Hammond's response was an impassioned, nearly three minute soliloquy that brought a phrase to Milwaukee basketball most haven't thought about since George Karl and the Big Three were making a run to the Eastern Conference Finals: Championship caliber.
"As we move forward, to kind of talk about where we're at today, some people use these words, like 'tanking' so to speak, we're by no means in that mode whatsoever," Hammond said. "We're trying to remain competitive. We want to be a competitive team and I think we can be a competitive team but also – also – we really want to start focusing on the youth of this team and start talking about things like a championship caliber team and building around the young players that we have on this team. Can they develop into a core like that? I think they can.
"We're going to have the right kind of people, people that say 'I want to be a part of that and I'm going to work hard enough to become that.'"
Hammond then acknowledged that to get to that point, players like Knight, Larry Sanders and others will need to develop into All-Star players.

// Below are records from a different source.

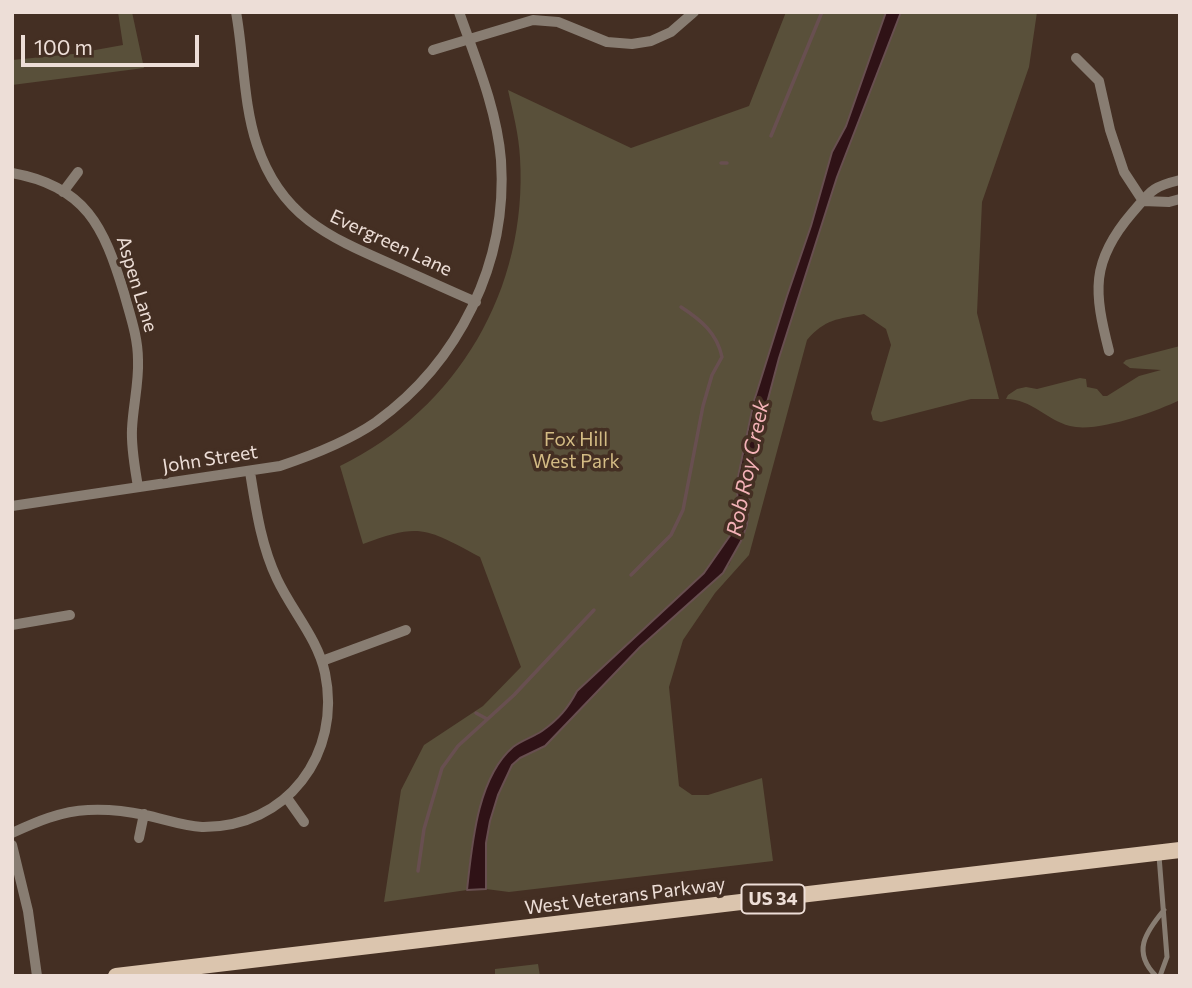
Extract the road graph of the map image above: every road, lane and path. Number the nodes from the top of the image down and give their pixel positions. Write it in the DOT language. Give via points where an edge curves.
graph roads {
  1 [pos="236,12"];
  2 [pos="459,12"];
  3 [pos="694,12"];
  4 [pos="469,41"];
  5 [pos="433,50"];
  6 [pos="1076,58"];
  7 [pos="78,172"];
  8 [pos="12,173"];
  9 [pos="1180,180"];
  10 [pos="63,192"];
  11 [pos="1180,199"];
  12 [pos="1143,201"];
  13 [pos="476,302"];
  14 [pos="1109,351"];
  15 [pos="250,472"];
  16 [pos="138,487"];
  17 [pos="12,506"];
  18 [pos="70,615"];
  19 [pos="12,625"];
  20 [pos="406,630"];
  21 [pos="322,661"];
  22 [pos="287,798"];
  23 [pos="144,814"];
  24 [pos="304,822"];
  25 [pos="12,833"];
  26 [pos="139,838"];
  27 [pos="12,845"];
  28 [pos="1180,850"];
  29 [pos="1159,853"];
  30 [pos="1164,911"];
  31 [pos="37,976"];
  32 [pos="116,976"];
  33 [pos="1158,976"];
  1 -- 13 [label="street, Evergreen Lane" via="257,145 295,210 339,240"];
  2 -- 4 [label="street, John Street"];
  3 -- 4 [label="street" via="671,33 632,44 607,42 546,20 518,23"];
  4 -- 5 [label="street"];
  4 -- 13 [label="street, John Street" via="492,113 501,169 495,244"];
  6 -- 12 [label="street" via="1099,81 1124,172"];
  7 -- 10 [label="street"];
  8 -- 10 [label="street, Aspen Lane"];
  9 -- 12 [label="street" via="1156,186"];
  10 -- 16 [label="street, Aspen Lane" via="82,206 106,239 133,324 138,360 132,430"];
  11 -- 12 [label="street"];
  12 -- 14 [label="street" via="1110,243 1100,270 1098,304"];
  13 -- 15 [label="street, John Street" via="439,362 374,423 315,455"];
  15 -- 16 [label="street, John Street"];
  15 -- 21 [label="street" via="267,554"];
  16 -- 17 [label="street, John Street"];
  18 -- 19 [label="street"];
  20 -- 21 [label="street"];
  21 -- 22 [label="street" via="328,692 327,728 313,766"];
  22 -- 23 [label="street" via="259,815 222,825 201,827"];
  22 -- 24 [label="street"];
  23 -- 25 [label="street" via="80,810"];
  23 -- 26 [label="street"];
  27 -- 31 [label="street"];
  28 -- 29 [label="main road, West Veterans Parkway / US 34"];
  29 -- 30 [label="lane"];
  29 -- 32 [label="main road, West Veterans Parkway / US 34"];
  30 -- 33 [label="lane" via="1167,957"];
  30 -- 33 [label="lane" via="1150,926 1143,944 1145,965"];
}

"We need players to develop and say, you know what, I want to become that. I want to become the best player I can possibly become, but also it's very important we have the right kind of people to say that I want to become great, but not more important than winning and winning a championship someday. We want to start talking about the youth on this team and saying that we someday want to start talking about being a championship caliber team. I think we should start talking about that and I think we can be that."
Hammond was so animated during this talk that as soon as he finished that sentence, there was almost a stunned silence among the gathered media. Nearly six seconds passed before another question was asked.
Later, he spoke on how soon he saw that championship caliber team developing, and he was honest in his assessment.
"Our guys are planning on winning this year," he said, addressing the goals of this season first. "The old saying (that) if you're going to play to might as well play to win – that's the plan. The plan is be competitive and try to win games. But as we move forward, to start talking about some long term future plan, and start talking about a championship caliber team, I don't know. I don't know when that's going to be."
He continued, addressing natural follow up questions.
"If we start talking about those type of things, a championship caliber team, some people might say well, but you're going to need that guy, that All-Star type player to become a championship caliber team," he said.
"Can one of our guys, on our roster today, develop into that? Can Brandon Knight develop into that? Khris has that same desire, no question I'm sure. Can Larry Sanders develop into that? Could John Henson? Could Ersan (Ilyasova) continue to develop and shoot that three ball as well as he does? Could Giannis someday be that guy?
"The goal is for all those guys to hopefully strive to achieve that. But, also, for us (as an organization) not to take our eye off the target and try to acquire a piece like that. If we don't have that guy on our roster, and hopefully we do, but if we don't to try and acquire that difference maker and we're going to get that guy more than likely, more than likely, probably through the draft or maybe through a trade. Free agency (is) a possibility, but probably more than likely through the draft or through the trade."
Hammond noted that in two years, the team's potential starting lineup could have an average age of 26 or under with multiple years of NBA experience under its collective belt. He knows some things have to fall his way in terms of this bevy of young players turning into a superstar, but that's one of the reasons Drew was brought in as head coach.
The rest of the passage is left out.